*** RECORDS SUPPLIED ***

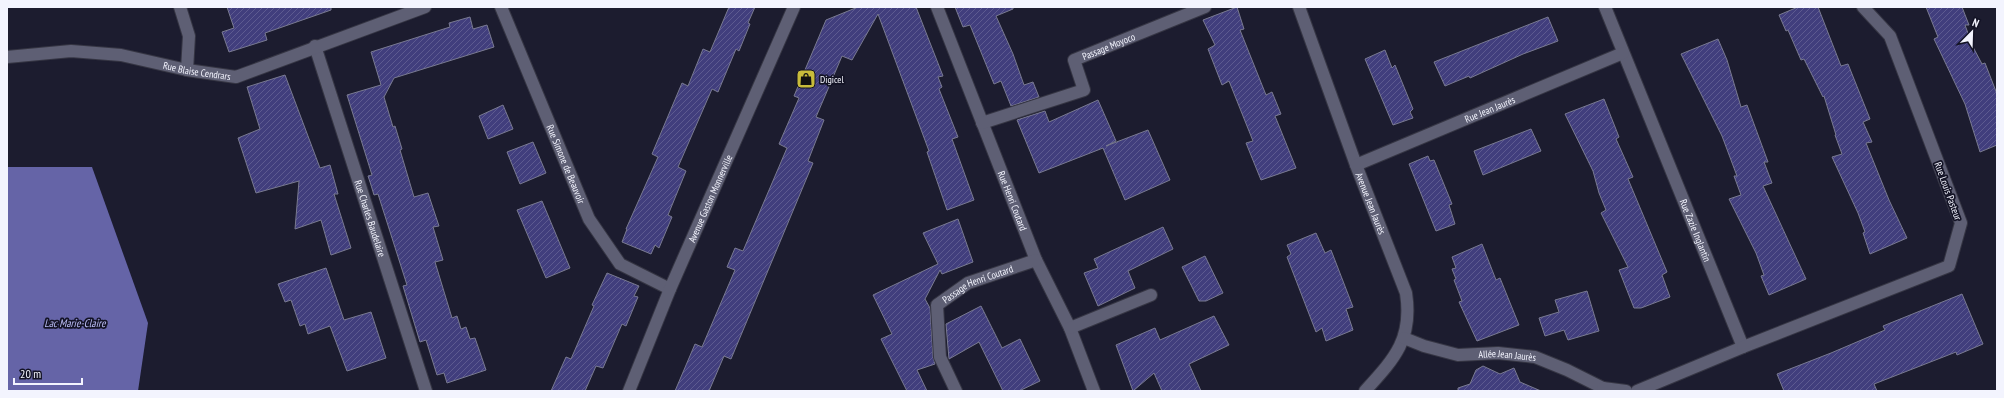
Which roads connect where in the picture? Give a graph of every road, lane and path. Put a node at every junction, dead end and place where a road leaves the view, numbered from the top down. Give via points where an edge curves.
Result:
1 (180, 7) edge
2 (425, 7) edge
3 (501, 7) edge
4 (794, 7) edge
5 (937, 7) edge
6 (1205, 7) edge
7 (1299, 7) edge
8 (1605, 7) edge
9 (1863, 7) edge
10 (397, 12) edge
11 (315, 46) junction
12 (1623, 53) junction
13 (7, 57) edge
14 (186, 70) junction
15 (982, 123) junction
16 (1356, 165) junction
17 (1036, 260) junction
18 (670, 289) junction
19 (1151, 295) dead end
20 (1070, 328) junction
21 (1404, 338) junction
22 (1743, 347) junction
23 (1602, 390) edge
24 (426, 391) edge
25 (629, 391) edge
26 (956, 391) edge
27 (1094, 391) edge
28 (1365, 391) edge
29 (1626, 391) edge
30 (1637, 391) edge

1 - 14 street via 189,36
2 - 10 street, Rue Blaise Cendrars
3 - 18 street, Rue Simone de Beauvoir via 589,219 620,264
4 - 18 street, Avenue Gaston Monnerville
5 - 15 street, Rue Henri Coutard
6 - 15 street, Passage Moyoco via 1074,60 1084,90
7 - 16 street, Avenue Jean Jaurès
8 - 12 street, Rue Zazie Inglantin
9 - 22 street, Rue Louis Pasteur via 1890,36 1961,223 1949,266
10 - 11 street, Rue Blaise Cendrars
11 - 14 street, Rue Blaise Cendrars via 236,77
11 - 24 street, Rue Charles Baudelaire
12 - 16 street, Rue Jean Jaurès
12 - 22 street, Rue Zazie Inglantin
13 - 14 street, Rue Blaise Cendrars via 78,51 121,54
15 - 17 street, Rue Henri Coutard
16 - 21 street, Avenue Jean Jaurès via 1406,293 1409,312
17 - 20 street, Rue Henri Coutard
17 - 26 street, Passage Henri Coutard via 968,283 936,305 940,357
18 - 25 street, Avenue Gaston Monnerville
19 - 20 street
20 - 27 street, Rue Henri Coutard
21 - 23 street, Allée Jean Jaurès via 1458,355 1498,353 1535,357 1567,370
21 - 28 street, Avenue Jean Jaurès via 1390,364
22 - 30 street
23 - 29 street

***

- [WHAT YOU HAVE TO DO] From the first line to the last, output the records exactly without pictures.

- [OUTPUT]
Which roads connect where in the picture? Give a graph of every road, lane and path. Put a node at every junction, dead end and place where a road leaves the view, numbered from the top down. Give via points where an edge curves.
Result:
1 (180, 7) edge
2 (425, 7) edge
3 (501, 7) edge
4 (794, 7) edge
5 (937, 7) edge
6 (1205, 7) edge
7 (1299, 7) edge
8 (1605, 7) edge
9 (1863, 7) edge
10 (397, 12) edge
11 (315, 46) junction
12 (1623, 53) junction
13 (7, 57) edge
14 (186, 70) junction
15 (982, 123) junction
16 (1356, 165) junction
17 (1036, 260) junction
18 (670, 289) junction
19 (1151, 295) dead end
20 (1070, 328) junction
21 (1404, 338) junction
22 (1743, 347) junction
23 (1602, 390) edge
24 (426, 391) edge
25 (629, 391) edge
26 (956, 391) edge
27 (1094, 391) edge
28 (1365, 391) edge
29 (1626, 391) edge
30 (1637, 391) edge

1 - 14 street via 189,36
2 - 10 street, Rue Blaise Cendrars
3 - 18 street, Rue Simone de Beauvoir via 589,219 620,264
4 - 18 street, Avenue Gaston Monnerville
5 - 15 street, Rue Henri Coutard
6 - 15 street, Passage Moyoco via 1074,60 1084,90
7 - 16 street, Avenue Jean Jaurès
8 - 12 street, Rue Zazie Inglantin
9 - 22 street, Rue Louis Pasteur via 1890,36 1961,223 1949,266
10 - 11 street, Rue Blaise Cendrars
11 - 14 street, Rue Blaise Cendrars via 236,77
11 - 24 street, Rue Charles Baudelaire
12 - 16 street, Rue Jean Jaurès
12 - 22 street, Rue Zazie Inglantin
13 - 14 street, Rue Blaise Cendrars via 78,51 121,54
15 - 17 street, Rue Henri Coutard
16 - 21 street, Avenue Jean Jaurès via 1406,293 1409,312
17 - 20 street, Rue Henri Coutard
17 - 26 street, Passage Henri Coutard via 968,283 936,305 940,357
18 - 25 street, Avenue Gaston Monnerville
19 - 20 street
20 - 27 street, Rue Henri Coutard
21 - 23 street, Allée Jean Jaurès via 1458,355 1498,353 1535,357 1567,370
21 - 28 street, Avenue Jean Jaurès via 1390,364
22 - 30 street
23 - 29 street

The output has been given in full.